Little-known university press book series is a venue for diverse ideas

Lance Schachterle, associate provost for academic affairs and professor of English, is editor of the series.

By Joan Killough-Miller
Photography by Patrick O’Connor

What do Edward Alton Parrish, William Shakespeare, and Marcus Vipsanius Agrippa have in common? (Answer below) For that matter, where can you go to read up on the downside of globalization, or the interplay of technology and magic in Latin American fiction? The common source for this wellspring of knowledge is WPI’s little-known but wide-ranging university press.

Since 1984, the WPI Studies in Science, Technology, and Culture series has grown to include 20 volumes, published in partnership with Peter Lang Publishing Inc., the North American branch of a European firm founded in the 1920s to help German doctoral candidates disseminate their research. From this traditional niche, Peter Lang has evolved into a multinational force in academic publishing, with offices in Switzerland, England, and the United States.

Lance Schachterle, associate provost for academic affairs and professor of English, serves as general editor for the series, reviewing manuscripts with a committee of faculty experts. “The books have to be on a topic that gets at, in some fashion, the impact of science and technology on some cultural issue; and that link can be philosophical, historical, aesthetic, or political,” he says. “Or the inverse—which is less common, but in some ways more interesting—to try to connect the cultural and historical influences of a given time and place to the science and technology that was created in that society.”

Peter Lang Online

For a complete list of titles go to www.peterlangusa.com. A 20 percent discount is available to alumni and members of the WPI community; call Felicia Caggiano at 212-647-7700.

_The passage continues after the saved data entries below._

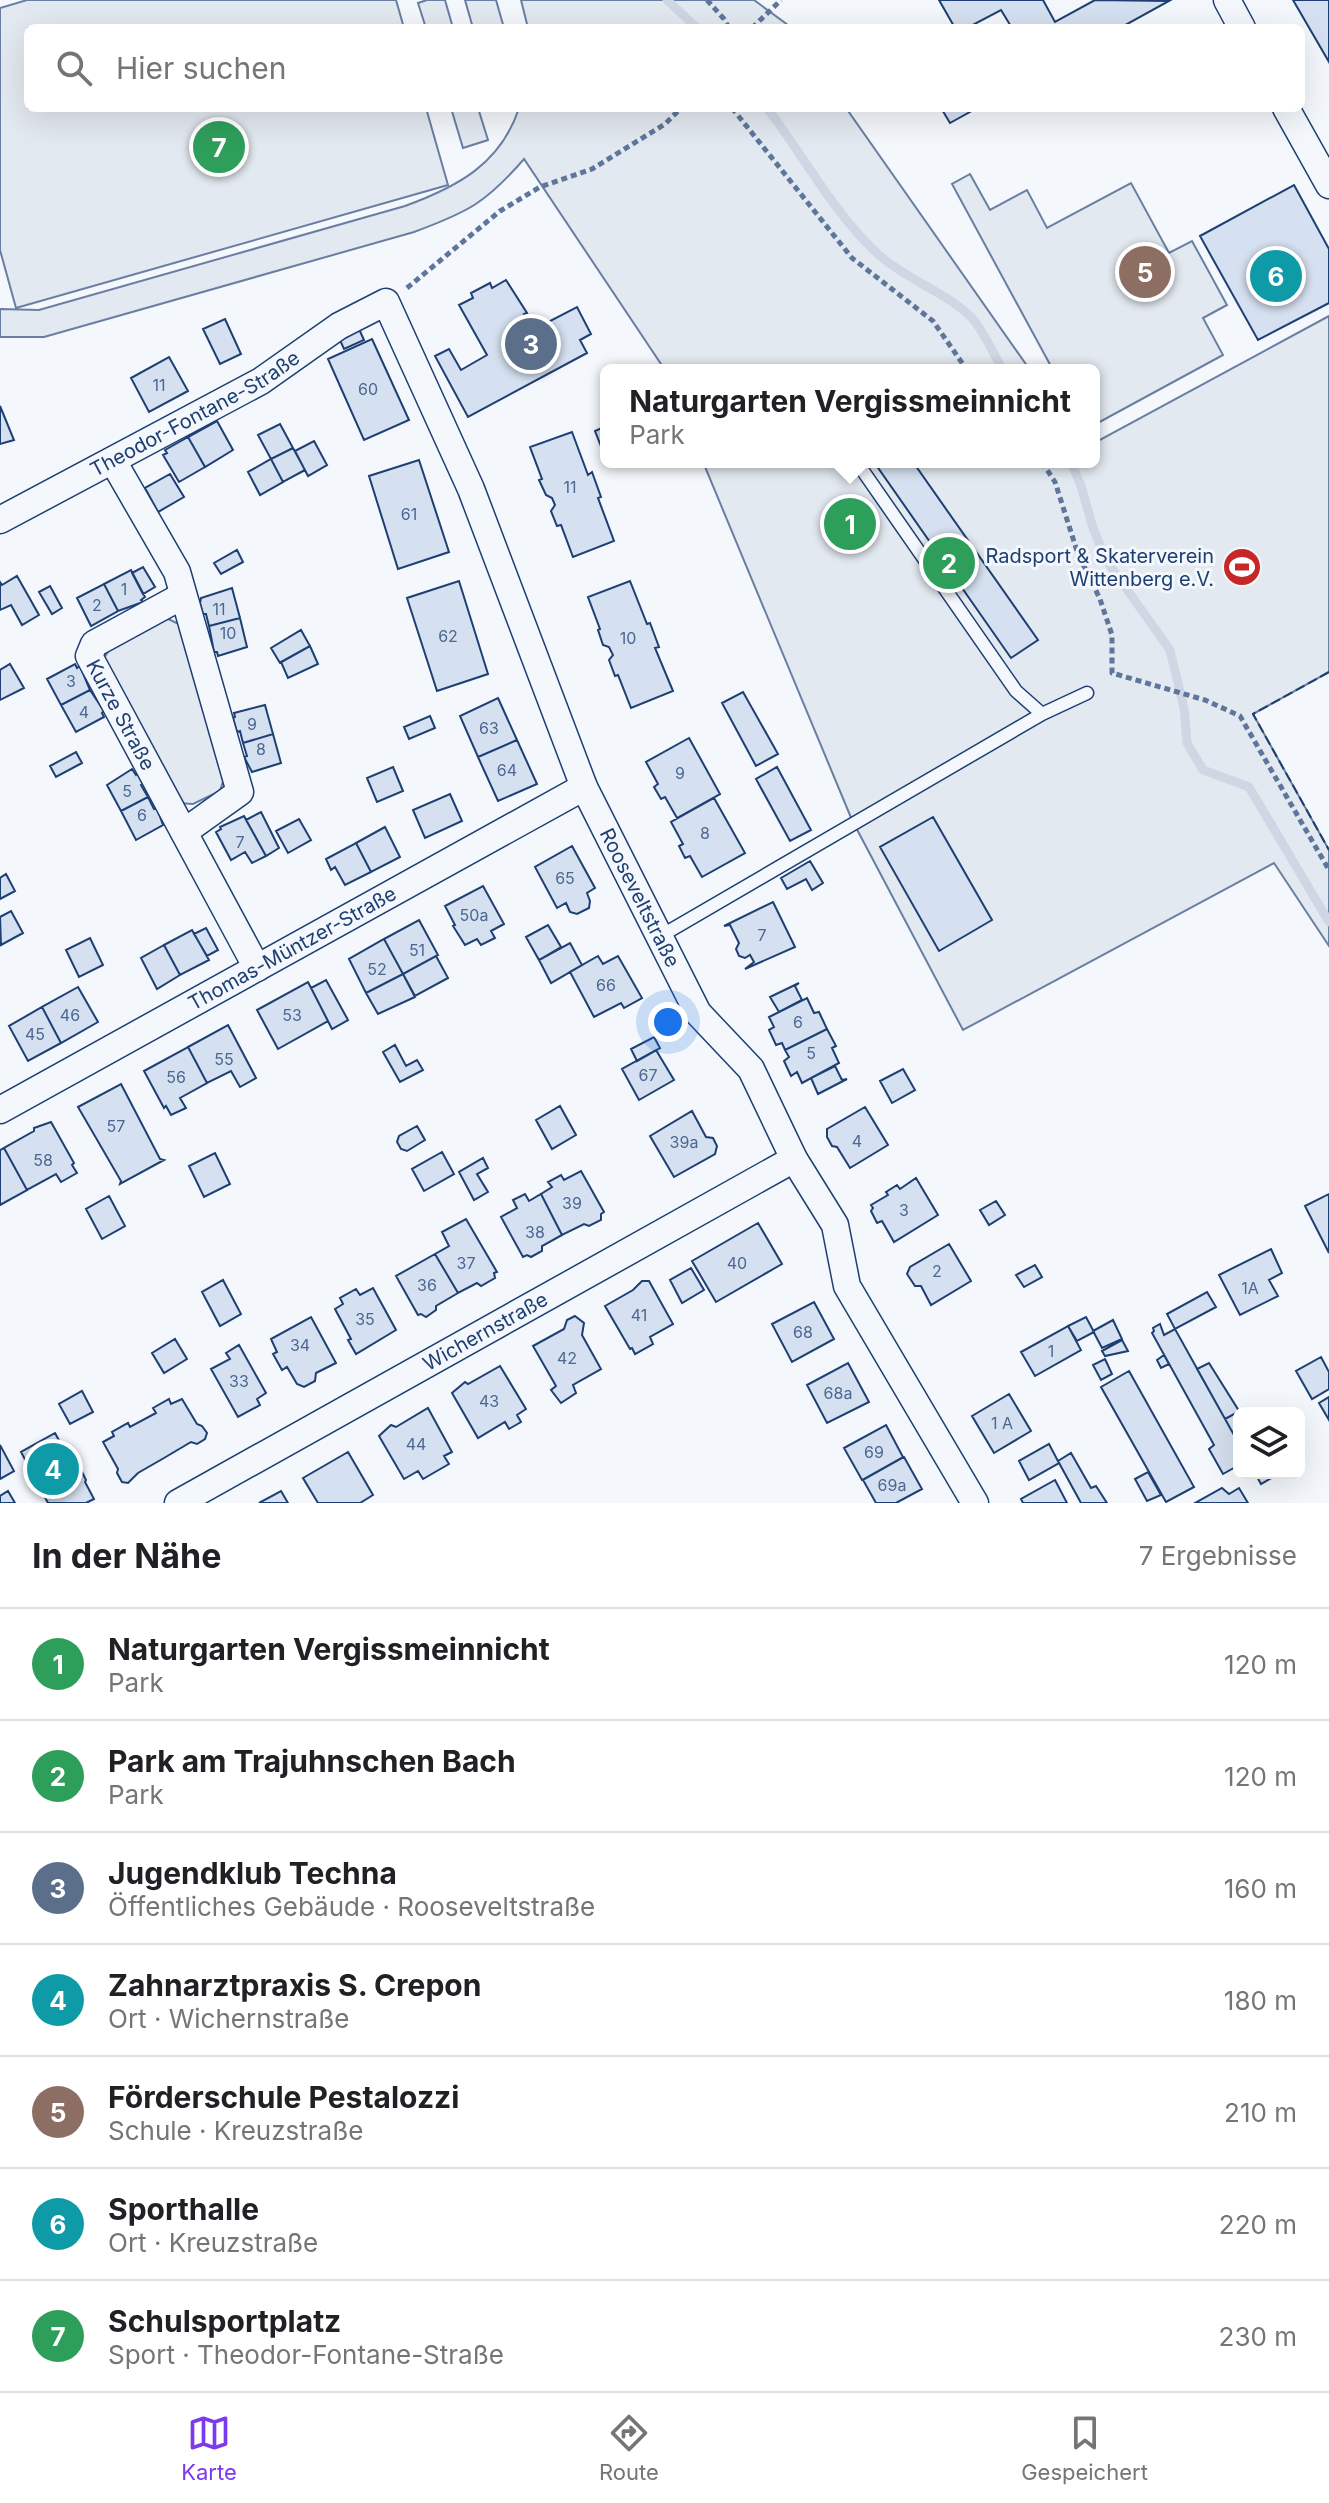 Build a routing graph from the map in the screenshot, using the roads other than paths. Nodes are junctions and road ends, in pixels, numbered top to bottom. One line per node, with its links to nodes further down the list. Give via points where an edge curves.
1 (1227, 0): 2 (street)
2 (1240, 24)
3 (1288, 112): 4 (street)
4 (1329, 185)
5 (386, 302): 6 (street, Theodor-Fontane-Straße, via 339,326 261,381); 12 (street, Rooseveltstraße, via 471,489)
6 (113, 461): 8 (street, Theodor-Fontane-Straße); 9 (street, via 177,572)
7 (863, 471): 11 (lane, via 1016,691)
8 (0, 520)
9 (182, 596): 13 (street, via 240,792); 13 (street, Kurze Straße, via 94,644 89,656)
10 (1087, 693): 11 (lane)
11 (1042, 714): 14 (lane)
12 (584, 787): 14 (street, Rooseveltstraße); 15 (street, Thomas-Müntzer-Straße)
13 (184, 832): 15 (street, Kurze Straße)
14 (659, 937): 17 (street, Rooseveltstraße, via 698,1013 751,1069)
15 (257, 968): 16 (street, Thomas-Müntzer-Straße)
16 (0, 1110)
17 (794, 1159): 18 (street, Wichernstraße); 19 (street, Rooseveltstraße, via 835,1225 847,1286)
18 (178, 1503)
19 (975, 1503)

The series invites contributions from all over and offers WPI’s faculty a forum for their unique knowledge. “In Worcester, Massachusetts”: Essays on Elizabeth Bishop honors Worcester’s “brilliant native daughter,” the Pulitzer Prize-winning poet whose best-known works are set here. Laura Jehn Menides, who retired from WPI last year as professor of English, served as editor of the monograph, an offshoot from the 1997 Elizabeth Bishop Conference and Poetry Festival that Menides organized at WPI. Associate Professor of Spanish Ángel A. Rivera has written widely on themes of modernity and modernization in Spanish Caribbean literature. His book Eugenio Mar’a de Hostos y Alejandro Tapia y Rivera: Avatares de una modernidad caribeña focuses on the influence of two nineteenth century writers on the literature and culture of Puerto Rico.

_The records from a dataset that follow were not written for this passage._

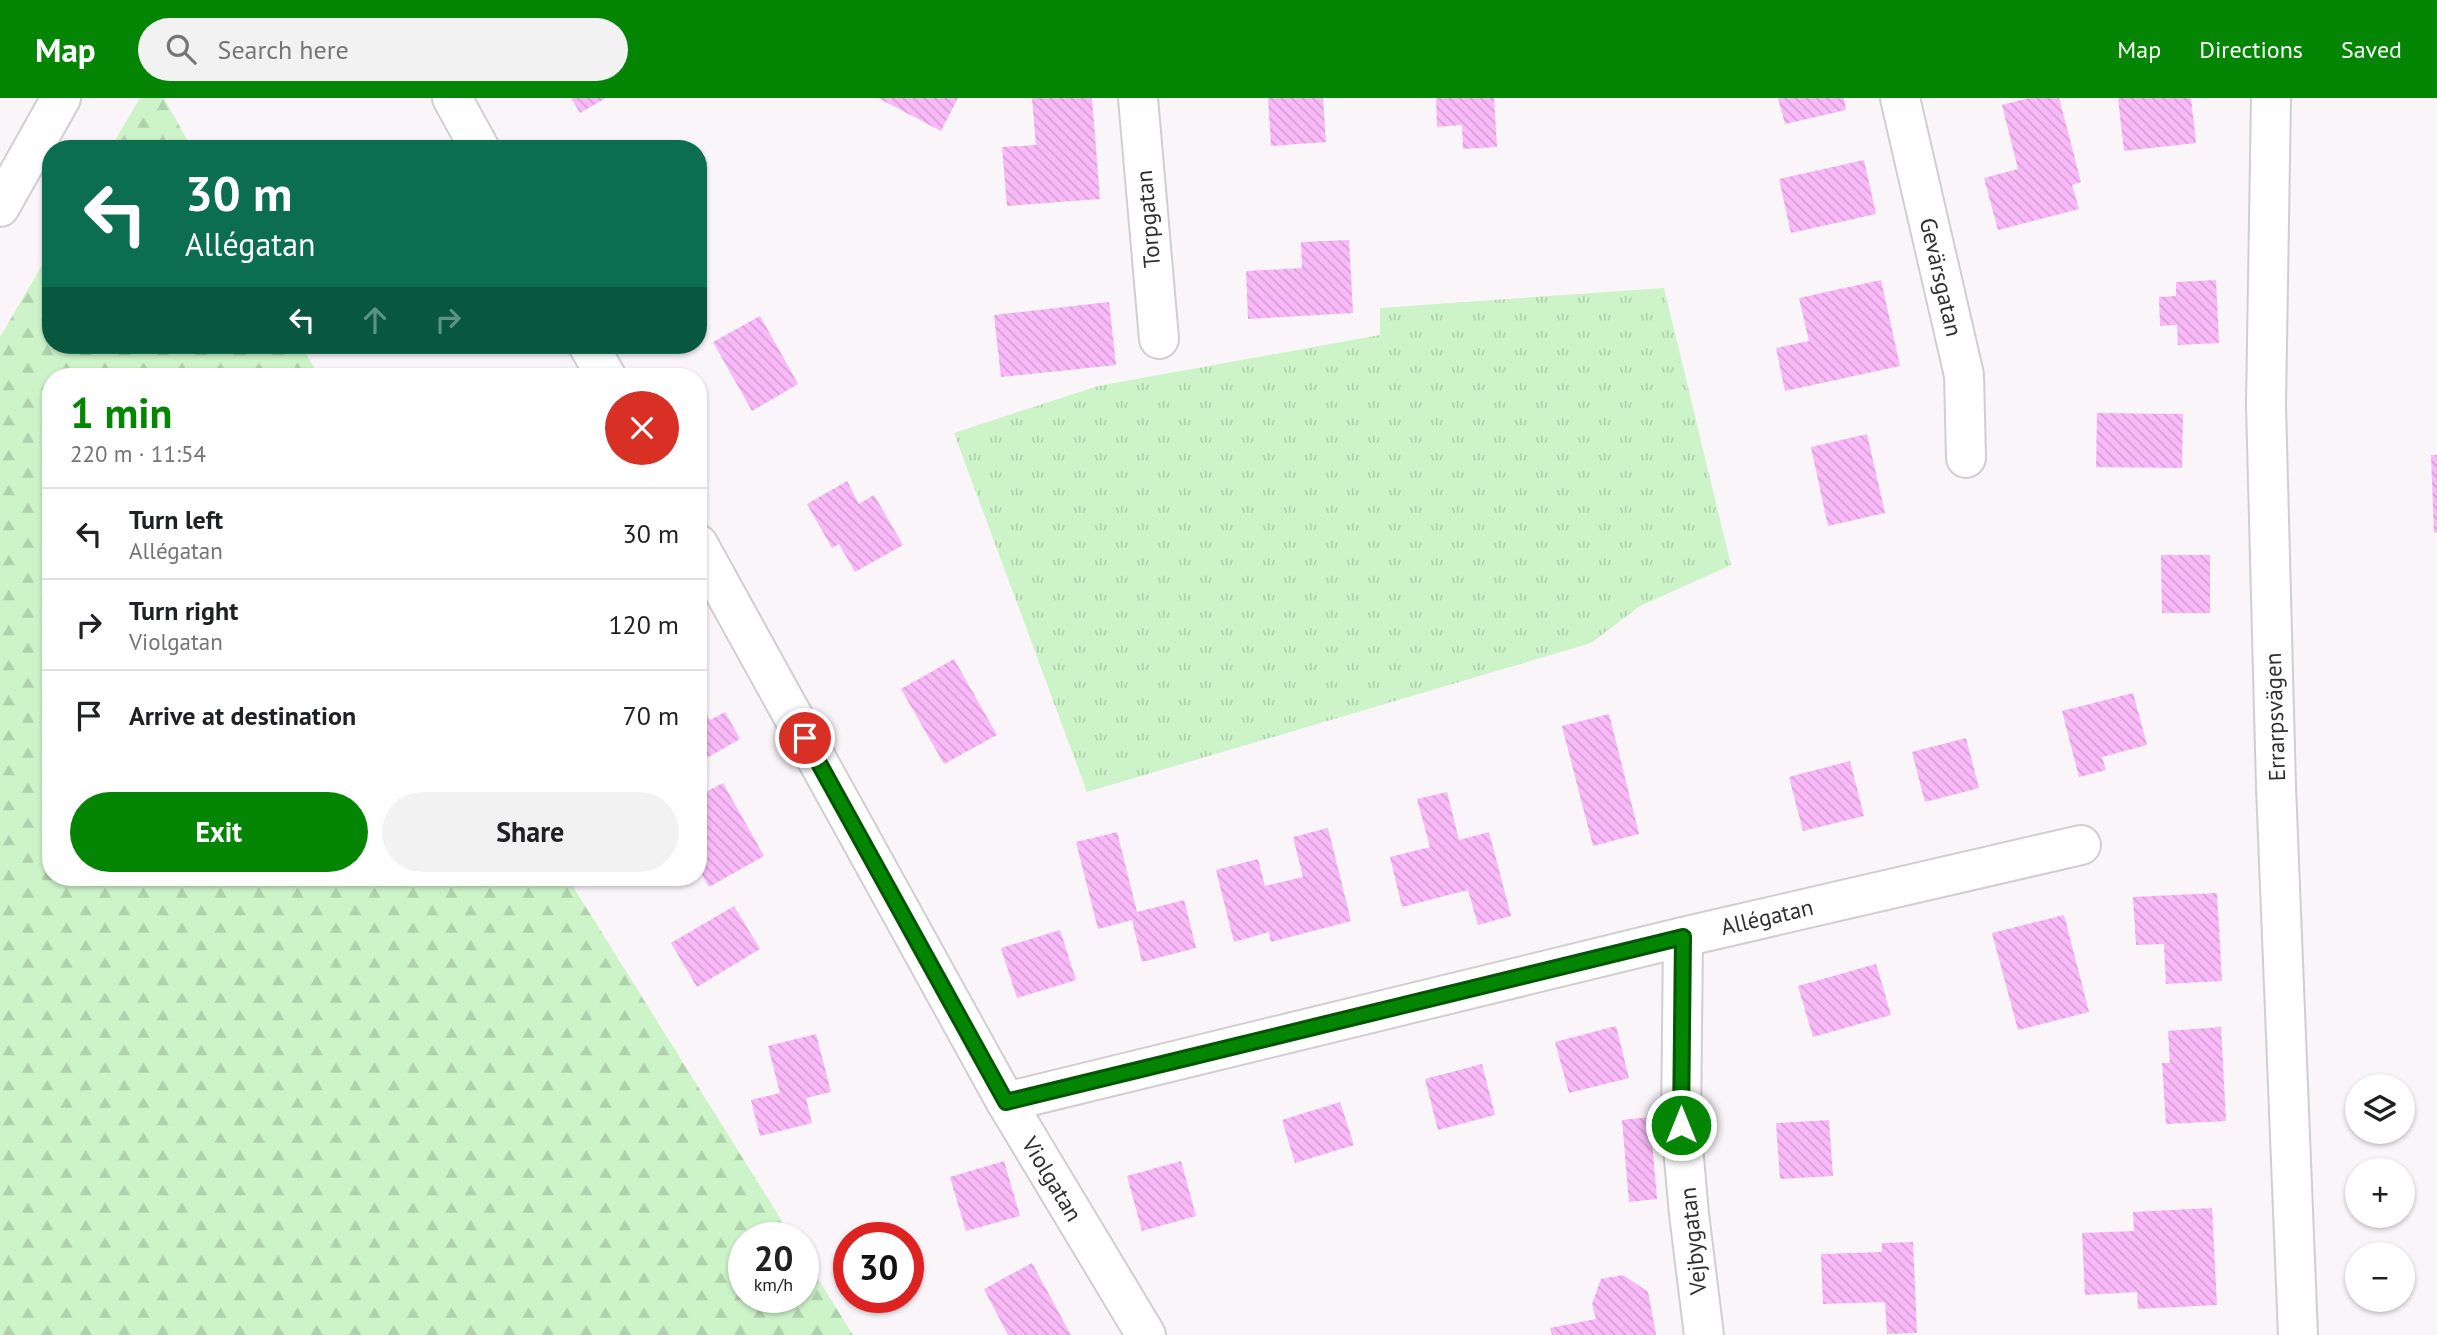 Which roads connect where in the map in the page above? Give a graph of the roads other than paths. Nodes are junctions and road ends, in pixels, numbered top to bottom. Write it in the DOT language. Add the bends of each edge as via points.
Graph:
graph roads {
  1 [pos="61,98"];
  2 [pos="452,98"];
  3 [pos="1138,98"];
  4 [pos="1900,98"];
  5 [pos="2270,98"];
  6 [pos="475,140"];
  7 [pos="0,207"];
  8 [pos="1159,339"];
  9 [pos="1966,458"];
  10 [pos="707,560"];
  11 [pos="2081,845"];
  12 [pos="1683,937"];
  13 [pos="1006,1102"];
  14 [pos="1146,1335"];
  15 [pos="1704,1335"];
  16 [pos="2298,1335"];
  1 -- 7 [label="street"];
  2 -- 6 [label="street"];
  3 -- 8 [label="street, Torpgatan"];
  4 -- 9 [label="street, Gevärsgatan" via="1964,375"];
  5 -- 16 [label="street, Errarpsvägen" via="2266,405"];
  10 -- 13 [label="street, Violgatan"];
  11 -- 12 [label="street, Allégatan"];
  12 -- 13 [label="street, Allégatan"];
  12 -- 15 [label="street, Vejbygatan" via="1681,1125"];
  13 -- 14 [label="street, Violgatan"];
}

Although academic publishing is experiencing academic pressures—Northeastern University Press almost went under last year, and others are in jeopardy—the WPI Studies series occupies a unique niche, with a small, but dedicated audience that includes standing orders from university libraries. “Lang specializes in small press runs—typically 300 to 500 copies—of books of a very specific scholarly nature,” says Schachterle. “Their business model enables them to make a profit by publishing limited quantities of a large number of titles, worldwide, every year.” He points out that even the best sellers from an academic press are rarely blockbusters in the commercial sense.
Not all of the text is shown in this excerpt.